“Nerede o eski Ramazanlar” Nedim Atilla |
|
Nimet Berkok Toygar-Kamil Toygar
Genel Bilgiler
İslâm’ın beş şartından birisi de Ramazan ayında oruç tutmaktır. Oruç, dini bir ibadet olarak insanın belirli bir zaman diliminde bazı şeyleri yapmaktan kendi kendini alıkoymasıdır. Bir başka söyleyişle oruç; niyet ederek imsak vaktinden (tan yerinin ağarmaya başlaması) itibaren güneşin batışına kadarki süre içerisinde yememek, içmemek ve seksüel ilişkide bulunmamak suretiyle yerine getirilen bir ibadettir. Hicretin ikinci yılında Müslümanlara farz kılınmıştır.
Ramazan Hazırlıkları
Ramazan çevresinde gelişen mutfak kültürümüzün önemli bir bölümünü Ramazan hazırlıkları oluşturur. Bugünkü gibi her mevsimde bütün sebze, meyve, kuru yiyeceklerin bulunmadığı eski ramazanlarda iftar ve sahurda yenilecek yemeklerin malzemesi ucuz ve bol bulunduğu mevsimlerde Ramazan ayı için özel olarak hazırlanır ya da satın alınırdı.
Halk arasında ramazanlık ya da ramazaniyelik olarak adlandırılan; önceden toplu olarak satın alınan, üretilip hazırlanan bu yiyecekler özellikle kış aylarına rastlayan Ramazanlarda önem kazanırdı. Geleneksel mutfağımızda başlı başına bir zenginlik gösteren ramazan hazırlıkları şunlardır:
Pastırma, sucuk, kavurma vb. et mamulleri. Yeşil fasulye, patlıcan, kırmızı biber kurutmaları. Çeşitli turşular. Peynir, yağ türleri. Başta tarhana olmak üzere çorbalıklar. Reçel, pestil ve marmelât çeşitleri. Vişne, zerdali, erik vb. hoşaflıklar. Bulgur, erişte, pirinç ve makarnalar. Domates ve biber salçaları, kuru yufkalar vb. ekmek çeşitlerinin hazırlanması.
Ramazanlıkların önemli yanı en az bir ay yetecek ölçüde hazırlanması ya da satın alınmasıydı. Diğer zamanlarda günlük, haftalık ihtiyaç kadar satın alınan un, yağ, şeker en az Ramazan boyunca yetecek ölçüde çuval ve tenekelerle satın alınırdı. Buna bazı yörelerimizde ramazan tedariki de denirdi.

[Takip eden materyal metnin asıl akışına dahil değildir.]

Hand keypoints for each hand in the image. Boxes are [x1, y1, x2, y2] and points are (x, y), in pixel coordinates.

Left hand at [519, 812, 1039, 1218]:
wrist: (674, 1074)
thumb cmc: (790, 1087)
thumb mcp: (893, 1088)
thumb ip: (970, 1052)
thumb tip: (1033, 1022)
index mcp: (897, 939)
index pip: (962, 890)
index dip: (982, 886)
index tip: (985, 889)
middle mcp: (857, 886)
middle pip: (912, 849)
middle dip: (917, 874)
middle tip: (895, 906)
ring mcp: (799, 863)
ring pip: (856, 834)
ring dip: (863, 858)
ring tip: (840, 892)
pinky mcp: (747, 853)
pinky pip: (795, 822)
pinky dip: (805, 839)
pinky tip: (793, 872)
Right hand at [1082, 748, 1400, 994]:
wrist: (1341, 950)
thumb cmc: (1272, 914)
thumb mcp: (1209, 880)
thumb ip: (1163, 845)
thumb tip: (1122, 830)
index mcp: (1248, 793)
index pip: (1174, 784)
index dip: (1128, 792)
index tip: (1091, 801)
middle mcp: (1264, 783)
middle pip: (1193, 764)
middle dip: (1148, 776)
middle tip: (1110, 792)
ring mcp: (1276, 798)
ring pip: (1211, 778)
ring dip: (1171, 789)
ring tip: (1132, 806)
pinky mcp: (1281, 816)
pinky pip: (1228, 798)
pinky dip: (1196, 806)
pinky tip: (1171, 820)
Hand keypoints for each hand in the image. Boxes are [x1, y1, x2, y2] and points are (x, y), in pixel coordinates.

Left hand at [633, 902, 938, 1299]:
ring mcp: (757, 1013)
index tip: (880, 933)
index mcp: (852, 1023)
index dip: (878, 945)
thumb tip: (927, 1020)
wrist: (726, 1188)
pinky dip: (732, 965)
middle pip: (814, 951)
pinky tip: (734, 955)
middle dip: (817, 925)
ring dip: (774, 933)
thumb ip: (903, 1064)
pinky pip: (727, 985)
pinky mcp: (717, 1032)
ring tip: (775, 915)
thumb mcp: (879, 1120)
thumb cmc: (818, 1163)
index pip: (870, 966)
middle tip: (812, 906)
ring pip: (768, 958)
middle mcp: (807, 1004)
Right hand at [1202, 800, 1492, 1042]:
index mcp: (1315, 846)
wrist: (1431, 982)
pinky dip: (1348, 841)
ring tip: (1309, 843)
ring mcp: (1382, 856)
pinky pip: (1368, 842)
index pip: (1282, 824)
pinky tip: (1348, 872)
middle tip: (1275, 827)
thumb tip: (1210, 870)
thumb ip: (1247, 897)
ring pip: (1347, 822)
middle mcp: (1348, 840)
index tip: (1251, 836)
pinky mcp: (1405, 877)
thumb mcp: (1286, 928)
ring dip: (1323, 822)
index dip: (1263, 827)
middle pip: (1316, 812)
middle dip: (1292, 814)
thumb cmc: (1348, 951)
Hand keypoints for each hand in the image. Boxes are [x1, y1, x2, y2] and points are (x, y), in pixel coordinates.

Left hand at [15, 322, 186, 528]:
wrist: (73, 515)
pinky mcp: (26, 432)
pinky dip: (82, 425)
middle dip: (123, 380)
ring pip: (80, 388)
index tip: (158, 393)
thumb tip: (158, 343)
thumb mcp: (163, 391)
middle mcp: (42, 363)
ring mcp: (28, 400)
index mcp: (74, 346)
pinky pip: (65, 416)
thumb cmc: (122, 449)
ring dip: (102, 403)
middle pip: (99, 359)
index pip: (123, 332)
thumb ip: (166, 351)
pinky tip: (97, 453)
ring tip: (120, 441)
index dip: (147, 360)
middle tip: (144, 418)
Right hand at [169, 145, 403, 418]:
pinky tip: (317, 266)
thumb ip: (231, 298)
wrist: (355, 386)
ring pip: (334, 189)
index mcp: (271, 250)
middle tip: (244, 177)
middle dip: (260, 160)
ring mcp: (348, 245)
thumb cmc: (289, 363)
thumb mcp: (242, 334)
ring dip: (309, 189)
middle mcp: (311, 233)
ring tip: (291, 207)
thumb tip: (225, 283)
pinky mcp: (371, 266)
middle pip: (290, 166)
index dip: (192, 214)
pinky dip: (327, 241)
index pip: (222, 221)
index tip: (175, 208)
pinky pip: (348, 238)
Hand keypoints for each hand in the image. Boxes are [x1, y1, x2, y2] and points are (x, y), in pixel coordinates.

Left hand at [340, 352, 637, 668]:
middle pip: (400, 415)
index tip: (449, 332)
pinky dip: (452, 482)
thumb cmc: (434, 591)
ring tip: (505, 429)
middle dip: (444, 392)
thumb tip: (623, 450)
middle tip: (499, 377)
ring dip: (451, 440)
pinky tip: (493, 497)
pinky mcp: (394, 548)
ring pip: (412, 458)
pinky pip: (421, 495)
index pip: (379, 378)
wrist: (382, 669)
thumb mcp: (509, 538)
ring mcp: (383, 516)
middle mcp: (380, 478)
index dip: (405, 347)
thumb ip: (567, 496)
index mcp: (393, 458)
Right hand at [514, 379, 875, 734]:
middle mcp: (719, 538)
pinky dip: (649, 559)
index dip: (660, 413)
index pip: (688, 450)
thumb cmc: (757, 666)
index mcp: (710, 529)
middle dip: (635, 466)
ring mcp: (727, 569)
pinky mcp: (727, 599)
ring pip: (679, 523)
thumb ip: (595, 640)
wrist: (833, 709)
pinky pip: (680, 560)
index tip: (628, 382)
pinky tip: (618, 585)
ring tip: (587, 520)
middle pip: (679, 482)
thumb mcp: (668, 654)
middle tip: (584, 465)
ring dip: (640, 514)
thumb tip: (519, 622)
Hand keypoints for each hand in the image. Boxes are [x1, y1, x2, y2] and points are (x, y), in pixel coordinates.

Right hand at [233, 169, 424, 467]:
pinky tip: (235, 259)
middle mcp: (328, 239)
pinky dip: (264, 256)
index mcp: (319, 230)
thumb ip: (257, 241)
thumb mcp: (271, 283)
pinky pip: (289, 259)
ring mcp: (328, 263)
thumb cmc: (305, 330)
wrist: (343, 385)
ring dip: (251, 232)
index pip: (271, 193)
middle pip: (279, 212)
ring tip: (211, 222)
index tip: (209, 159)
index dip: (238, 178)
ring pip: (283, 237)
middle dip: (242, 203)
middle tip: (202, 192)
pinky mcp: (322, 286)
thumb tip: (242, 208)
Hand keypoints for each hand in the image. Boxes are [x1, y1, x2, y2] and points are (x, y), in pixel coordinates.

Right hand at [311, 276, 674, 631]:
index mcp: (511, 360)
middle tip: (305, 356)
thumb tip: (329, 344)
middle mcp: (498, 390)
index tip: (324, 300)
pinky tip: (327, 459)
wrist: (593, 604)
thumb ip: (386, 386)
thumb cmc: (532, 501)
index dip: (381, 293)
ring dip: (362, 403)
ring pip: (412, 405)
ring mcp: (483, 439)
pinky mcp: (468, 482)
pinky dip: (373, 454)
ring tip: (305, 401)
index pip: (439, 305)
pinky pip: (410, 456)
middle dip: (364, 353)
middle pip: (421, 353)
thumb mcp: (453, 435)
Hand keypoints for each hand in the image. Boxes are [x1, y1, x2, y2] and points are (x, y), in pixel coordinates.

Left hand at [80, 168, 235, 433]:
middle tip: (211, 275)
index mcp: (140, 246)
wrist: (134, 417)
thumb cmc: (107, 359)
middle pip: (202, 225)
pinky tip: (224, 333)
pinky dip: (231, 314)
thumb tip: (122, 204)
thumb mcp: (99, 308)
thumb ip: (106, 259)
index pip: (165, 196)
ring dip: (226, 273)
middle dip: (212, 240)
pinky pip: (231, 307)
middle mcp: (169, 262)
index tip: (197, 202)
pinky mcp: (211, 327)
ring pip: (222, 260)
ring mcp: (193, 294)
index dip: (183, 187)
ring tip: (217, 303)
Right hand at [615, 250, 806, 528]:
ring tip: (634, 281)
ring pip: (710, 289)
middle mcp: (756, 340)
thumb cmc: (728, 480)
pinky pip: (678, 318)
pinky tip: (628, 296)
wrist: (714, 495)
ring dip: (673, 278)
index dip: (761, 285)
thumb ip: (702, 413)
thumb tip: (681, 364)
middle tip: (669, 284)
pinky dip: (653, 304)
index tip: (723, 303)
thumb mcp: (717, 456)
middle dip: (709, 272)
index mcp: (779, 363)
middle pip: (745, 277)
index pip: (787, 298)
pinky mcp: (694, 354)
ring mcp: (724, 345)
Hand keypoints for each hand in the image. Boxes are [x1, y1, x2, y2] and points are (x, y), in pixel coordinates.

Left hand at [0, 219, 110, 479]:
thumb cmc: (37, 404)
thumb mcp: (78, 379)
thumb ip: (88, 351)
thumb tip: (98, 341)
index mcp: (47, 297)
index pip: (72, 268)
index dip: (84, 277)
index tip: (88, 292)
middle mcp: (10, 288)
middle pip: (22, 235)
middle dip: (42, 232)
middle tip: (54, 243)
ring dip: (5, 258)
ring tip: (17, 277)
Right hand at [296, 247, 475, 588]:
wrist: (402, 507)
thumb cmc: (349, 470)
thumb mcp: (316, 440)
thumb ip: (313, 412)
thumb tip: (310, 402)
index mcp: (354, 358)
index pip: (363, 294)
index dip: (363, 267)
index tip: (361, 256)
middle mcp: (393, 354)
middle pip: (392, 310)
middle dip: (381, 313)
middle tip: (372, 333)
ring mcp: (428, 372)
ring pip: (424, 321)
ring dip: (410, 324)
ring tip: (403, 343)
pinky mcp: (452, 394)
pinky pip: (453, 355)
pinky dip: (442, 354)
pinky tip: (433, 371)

Geçen yüzyılın başlarında İstanbul hayatı hakkında önemli bilgiler veren “Osmanlı Adet, Merasim ve Tabirleri” adlı eserinde Abdülaziz Bey, Ramazan hazırlıklarını şöyle anlatır:
“Bütün İslam dünyasında ve Osmanlı ülkesinde Ramazan ayına çok önem verilirdi. İki-üç ay kala her evde hazırlık ve tedarik başlar. Halk sair günlere ait erzak ve ev ihtiyaçlarına ek olarak, imkânları nispetinde reçeller, sucuk veya pastırma, zeytin, peynirler, şerbetlik şekerler, şuruplar, kâfi miktarda şeker ve hoşaflıklar, güllaç, çorbalıklar alır, ayrıca hanedeki sahan, tencere, sini gibi bakır kapların hepsi kalaylanır, hallaçlar çağrılır, yatak takımlarının yün ve pamukları attırılırdı. Kübera yeni kürkler, elbiseler ve seccadeler alır, hanımlar Ramazanda giymek için kendilerine ve cariyelerine elbiseler yaptırırlar, hatta kibarların bazıları oda döşemelerini bile yeniletirlerdi. Yine herkes kudretine göre Ramazanda kullanılmak üzere zarif kahve zarf ve fincanları, su bardakları, kıymetli kaşıklar alır, çocukların hoşlarına gitsin diye sapı düdüklü kaşıklar tedarik edilir, elbiseler diktirilirdi. Çarşı pazarlarda bakkallar demet demet renkli bağlara bağlanmış güllaçlar, sucuk veya pastırmalar asar ve her türlü erzaklarını teşhir eder, şekerci dükkânlarında türlü reçel numuneleri birer ufak tabak içine konur, dükkânlar envai şerbetlik, şekerler ve haması denen şerbetliklerle tezyin edilirdi. Tütüncü dükkânları Ramazan ayı için âlâ Boğça, Yenice ve Samsun tütünleri kıyar, elvan kâğıtlara koyup hazırlarlardı. Bütün mahallelerdeki kahvehaneler silinir, camları temizlenir, hayalciler ve zuhuri kolları icrayı sanat etmek için Dersaadet’in kalabalık yerlerindeki büyük kahveleri kiralarlardı.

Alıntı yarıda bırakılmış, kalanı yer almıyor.